= Problem =
Write the records out again, unchanged.

= Data records =
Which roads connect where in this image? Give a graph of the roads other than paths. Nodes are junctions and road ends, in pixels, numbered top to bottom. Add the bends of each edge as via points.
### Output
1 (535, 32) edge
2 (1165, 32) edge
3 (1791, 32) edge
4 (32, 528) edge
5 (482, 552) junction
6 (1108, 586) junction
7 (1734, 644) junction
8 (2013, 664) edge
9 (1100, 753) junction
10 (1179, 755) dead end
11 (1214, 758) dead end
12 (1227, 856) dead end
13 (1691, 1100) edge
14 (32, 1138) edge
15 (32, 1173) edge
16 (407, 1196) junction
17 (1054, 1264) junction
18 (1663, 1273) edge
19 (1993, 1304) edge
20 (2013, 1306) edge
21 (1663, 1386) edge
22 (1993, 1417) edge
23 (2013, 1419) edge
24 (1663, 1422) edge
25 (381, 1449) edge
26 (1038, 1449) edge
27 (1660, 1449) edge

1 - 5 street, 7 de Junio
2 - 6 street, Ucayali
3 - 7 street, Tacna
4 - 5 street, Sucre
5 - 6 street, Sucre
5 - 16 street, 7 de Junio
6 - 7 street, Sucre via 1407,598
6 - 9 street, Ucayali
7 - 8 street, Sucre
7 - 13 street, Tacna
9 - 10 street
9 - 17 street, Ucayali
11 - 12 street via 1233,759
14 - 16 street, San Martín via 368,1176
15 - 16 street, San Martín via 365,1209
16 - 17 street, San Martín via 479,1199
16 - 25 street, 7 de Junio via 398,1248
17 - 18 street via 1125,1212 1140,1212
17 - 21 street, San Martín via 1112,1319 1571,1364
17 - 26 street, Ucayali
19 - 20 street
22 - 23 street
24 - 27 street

= Completed task =
Which roads connect where in this image? Give a graph of the roads other than paths. Nodes are junctions and road ends, in pixels, numbered top to bottom. Add the bends of each edge as via points.
### Output
1 (535, 32) edge
2 (1165, 32) edge
3 (1791, 32) edge
4 (32, 528) edge
5 (482, 552) junction
6 (1108, 586) junction
7 (1734, 644) junction
8 (2013, 664) edge
9 (1100, 753) junction
10 (1179, 755) dead end
11 (1214, 758) dead end
12 (1227, 856) dead end
13 (1691, 1100) edge
14 (32, 1138) edge
15 (32, 1173) edge
16 (407, 1196) junction
17 (1054, 1264) junction
18 (1663, 1273) edge
19 (1993, 1304) edge
20 (2013, 1306) edge
21 (1663, 1386) edge
22 (1993, 1417) edge
23 (2013, 1419) edge
24 (1663, 1422) edge
25 (381, 1449) edge
26 (1038, 1449) edge
27 (1660, 1449) edge

1 - 5 street, 7 de Junio
2 - 6 street, Ucayali
3 - 7 street, Tacna
4 - 5 street, Sucre
5 - 6 street, Sucre
5 - 16 street, 7 de Junio
6 - 7 street, Sucre via 1407,598
6 - 9 street, Ucayali
7 - 8 street, Sucre
7 - 13 street, Tacna
9 - 10 street
9 - 17 street, Ucayali
11 - 12 street via 1233,759
14 - 16 street, San Martín via 368,1176
15 - 16 street, San Martín via 365,1209
16 - 17 street, San Martín via 479,1199
16 - 25 street, 7 de Junio via 398,1248
17 - 18 street via 1125,1212 1140,1212
17 - 21 street, San Martín via 1112,1319 1571,1364
17 - 26 street, Ucayali
19 - 20 street
22 - 23 street
24 - 27 street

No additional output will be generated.